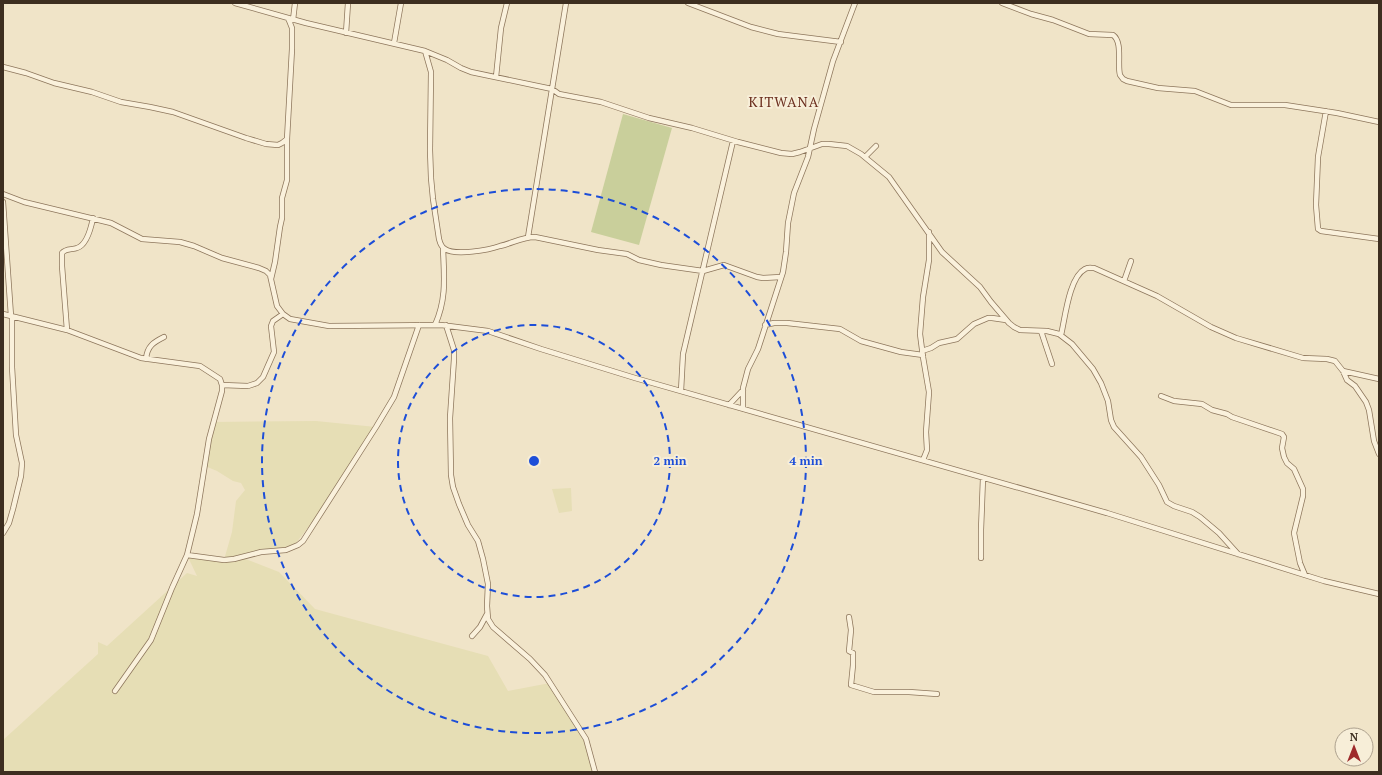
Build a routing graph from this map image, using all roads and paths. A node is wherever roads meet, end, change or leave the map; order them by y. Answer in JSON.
{"nodes":[{"id":1,"x":235,"y":3,"type":"edge"},
{"id":2,"x":295,"y":3,"type":"edge"},
{"id":3,"x":348,"y":3,"type":"edge"},
{"id":4,"x":401,"y":3,"type":"edge"},
{"id":5,"x":507,"y":3,"type":"edge"},
{"id":6,"x":566,"y":3,"type":"edge"},
{"id":7,"x":688,"y":3,"type":"edge"},
{"id":8,"x":855,"y":3,"type":"edge"},
{"id":9,"x":1002,"y":3,"type":"edge"},
{"id":10,"x":290,"y":19,"type":"junction"},
{"id":11,"x":301,"y":22,"type":"junction"},
{"id":12,"x":292,"y":33,"type":"junction"},
{"id":13,"x":346,"y":33,"type":"junction"},
{"id":14,"x":841,"y":42,"type":"junction"},
{"id":15,"x":394,"y":43,"type":"junction"},
{"id":16,"x":425,"y":51,"type":"junction"},
{"id":17,"x":3,"y":67,"type":"edge"},
{"id":18,"x":496,"y":77,"type":"junction"},
{"id":19,"x":552,"y":89,"type":"junction"},
{"id":20,"x":1326,"y":111,"type":"junction"},
{"id":21,"x":1379,"y":122,"type":"edge"},
{"id":22,"x":287,"y":139,"type":"junction"},
{"id":23,"x":733,"y":141,"type":"junction"},
{"id":24,"x":876,"y":146,"type":"dead end"},
{"id":25,"x":809,"y":148,"type":"junction"},
{"id":26,"x":865,"y":157,"type":"junction"},
{"id":27,"x":3,"y":194,"type":"edge"},
{"id":28,"x":3,"y":202,"type":"edge"},
{"id":29,"x":93,"y":218,"type":"junction"},
{"id":30,"x":929,"y":232,"type":"junction"},
{"id":31,"x":528,"y":237,"type":"junction"},
{"id":32,"x":1379,"y":239,"type":"edge"},
{"id":33,"x":443,"y":248,"type":"junction"},
{"id":34,"x":1131,"y":261,"type":"dead end"},
{"id":35,"x":5,"y":269,"type":"edge"},
{"id":36,"x":703,"y":271,"type":"junction"},
{"id":37,"x":780,"y":277,"type":"junction"},
{"id":38,"x":271,"y":279,"type":"junction"},
{"id":39,"x":1124,"y":281,"type":"junction"},
{"id":40,"x":3,"y":314,"type":"edge"},
{"id":41,"x":283,"y":314,"type":"junction"},
{"id":42,"x":12,"y":316,"type":"junction"},
{"id":43,"x":1006,"y":320,"type":"junction"},
{"id":44,"x":419,"y":325,"type":"junction"},
{"id":45,"x":435,"y":325,"type":"junction"},
{"id":46,"x":446,"y":325,"type":"junction"},
{"id":47,"x":765,"y":325,"type":"junction"},
{"id":48,"x":67,"y":330,"type":"junction"},
{"id":49,"x":1041,"y":331,"type":"junction"},
{"id":50,"x":1061,"y":336,"type":"junction"},
{"id":51,"x":164,"y":337,"type":"dead end"},
{"id":52,"x":922,"y":353,"type":"junction"},
{"id":53,"x":146,"y":358,"type":"junction"},
{"id":54,"x":1052,"y":364,"type":"dead end"},
{"id":55,"x":1343,"y":371,"type":"junction"},
{"id":56,"x":1379,"y":379,"type":"edge"},
{"id":57,"x":222,"y":385,"type":"junction"},
{"id":58,"x":743,"y":390,"type":"junction"},
{"id":59,"x":681,"y":391,"type":"junction"},
{"id":60,"x":1160,"y":396,"type":"dead end"},
{"id":61,"x":729,"y":405,"type":"junction"},
{"id":62,"x":743,"y":409,"type":"junction"},
{"id":63,"x":1379,"y":454,"type":"edge"},
{"id":64,"x":923,"y":460,"type":"junction"},
{"id":65,"x":983,"y":478,"type":"junction"},
{"id":66,"x":3,"y":533,"type":"edge"},
{"id":67,"x":1238,"y":554,"type":"junction"},
{"id":68,"x":187,"y":556,"type":"junction"},
{"id":69,"x":982,"y":558,"type":"dead end"},
{"id":70,"x":1305,"y":575,"type":"junction"},
{"id":71,"x":1379,"y":594,"type":"edge"},
{"id":72,"x":487,"y":614,"type":"junction"},
{"id":73,"x":849,"y":617,"type":"dead end"},
{"id":74,"x":472,"y":636,"type":"dead end"},
{"id":75,"x":115,"y":691,"type":"dead end"},
{"id":76,"x":937,"y":694,"type":"dead end"},
{"id":77,"x":595,"y":772,"type":"edge"}],
"edges":[{"from":1,"to":10,"type":"street"},
{"from":2,"to":10,"type":"street"},
{"from":3,"to":13,"type":"street"},
{"from":4,"to":15,"type":"street"},
{"from":5,"to":18,"type":"street"},
{"from":6,"to":19,"type":"street"},
{"from":7,"to":14,"type":"street"},
{"from":8,"to":14,"type":"street"},
{"from":9,"to":20,"type":"street"},
{"from":10,"to":11,"type":"street"},
{"from":10,"to":12,"type":"street"},
{"from":11,"to":12,"type":"street"},
{"from":11,"to":13,"type":"street"},
{"from":12,"to":22,"type":"street"},
{"from":13,"to":15,"type":"street"},
{"from":14,"to":25,"type":"street"},
{"from":15,"to":16,"type":"street"},
{"from":16,"to":18,"type":"street"},
{"from":16,"to":33,"type":"street"},
{"from":17,"to":22,"type":"street"},
{"from":18,"to":19,"type":"street"},
{"from":19,"to":23,"type":"street"},
{"from":19,"to":31,"type":"street"},
{"from":20,"to":21,"type":"street"},
{"from":20,"to":32,"type":"street"},
{"from":22,"to":38,"type":"street"},
{"from":23,"to":25,"type":"street"},
{"from":23,"to":36,"type":"street"},
{"from":24,"to":26,"type":"street"},
{"from":25,"to":26,"type":"street"},
{"from":25,"to":37,"type":"street"},
{"from":26,"to":30,"type":"street"},
{"from":27,"to":29,"type":"street"},
{"from":28,"to":35,"type":"street"},
{"from":29,"to":38,"type":"street"},
{"from":29,"to":48,"type":"street"},
{"from":30,"to":43,"type":"street"},
{"from":30,"to":52,"type":"street"},
{"from":31,"to":33,"type":"street"},
{"from":31,"to":36,"type":"street"},
{"from":33,"to":45,"type":"street"},
{"from":34,"to":39,"type":"street"},
{"from":35,"to":42,"type":"street"},
{"from":36,"to":37,"type":"street"},
{"from":36,"to":59,"type":"street"},
{"from":37,"to":47,"type":"street"},
{"from":38,"to":41,"type":"street"},
{"from":39,"to":50,"type":"street"},
{"from":39,"to":55,"type":"street"},
{"from":40,"to":42,"type":"street"},
{"from":41,"to":44,"type":"street"},
{"from":41,"to":57,"type":"street"},
{"from":42,"to":48,"type":"street"},
{"from":42,"to":66,"type":"street"},
{"from":43,"to":49,"type":"street"},
{"from":43,"to":52,"type":"street"},
{"from":44,"to":45,"type":"street"},
{"from":44,"to":68,"type":"street"},
{"from":45,"to":46,"type":"street"},
{"from":46,"to":59,"type":"street"},
{"from":46,"to":72,"type":"street"},
{"from":47,"to":52,"type":"street"},
{"from":47,"to":58,"type":"street"},
{"from":48,"to":53,"type":"street"},
{"from":49,"to":50,"type":"street"},
{"from":49,"to":54,"type":"street"},
{"from":50,"to":67,"type":"street"},
{"from":51,"to":53,"type":"street"},
{"from":52,"to":64,"type":"street"},
{"from":53,"to":57,"type":"street"},
{"from":55,"to":56,"type":"street"},
{"from":55,"to":63,"type":"street"},
{"from":57,"to":68,"type":"street"},
{"from":58,"to":61,"type":"street"},
{"from":58,"to":62,"type":"street"},
{"from":59,"to":61,"type":"street"},
{"from":60,"to":70,"type":"street"},
{"from":61,"to":62,"type":"street"},
{"from":62,"to":64,"type":"street"},
{"from":64,"to":65,"type":"street"},
{"from":65,"to":67,"type":"street"},
{"from":65,"to":69,"type":"street"},
{"from":67,"to":70,"type":"street"},
{"from":68,"to":75,"type":"street"},
{"from":70,"to":71,"type":"street"},
{"from":72,"to":74,"type":"street"},
{"from":72,"to":77,"type":"street"},
{"from":73,"to":76,"type":"street"}]}
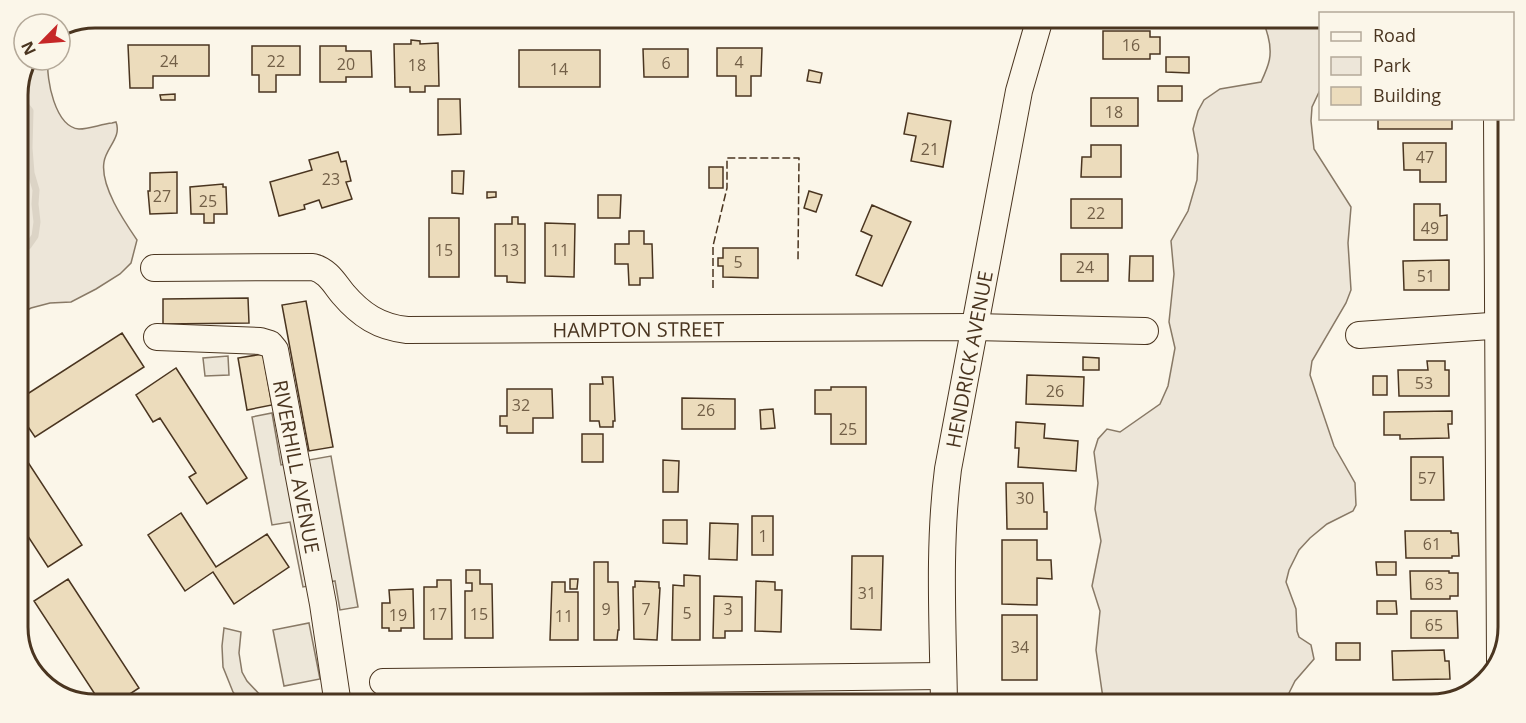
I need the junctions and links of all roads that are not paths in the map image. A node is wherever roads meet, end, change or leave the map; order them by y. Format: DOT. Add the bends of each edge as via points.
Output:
graph roads {
  1 [pos="1037,28"];
  2 [pos="154,268"];
  3 [pos="1497,325"];
  4 [pos="973,327"];
  5 [pos="1145,331"];
  6 [pos="1359,334"];
  7 [pos="157,337"];
  8 [pos="944,676"];
  9 [pos="383,682"];
  10 [pos="336,694"];
  11 [pos="944,694"];
  1 -- 4 [label="street, HENDRICK AVENUE" via="1019,91"];
  2 -- 4 [label="street, HAMPTON STREET" via="317,268 331,278 363,315 388,327 407,330"];
  3 -- 6 [label="street"];
  4 -- 5 [label="street, HAMPTON STREET"];
  4 -- 8 [label="street, HENDRICK AVENUE" via="945,495"];
  7 -- 10 [label="street, RIVERHILL AVENUE" via="260,341 275,350"];
  8 -- 9 [label="street"];
  8 -- 11 [label="street, HENDRICK AVENUE"];
}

● ● ● ● ●

→ **Instructions to follow**: Across the material above, count every line holding "image" and write down only the number.

→ **Result**: 2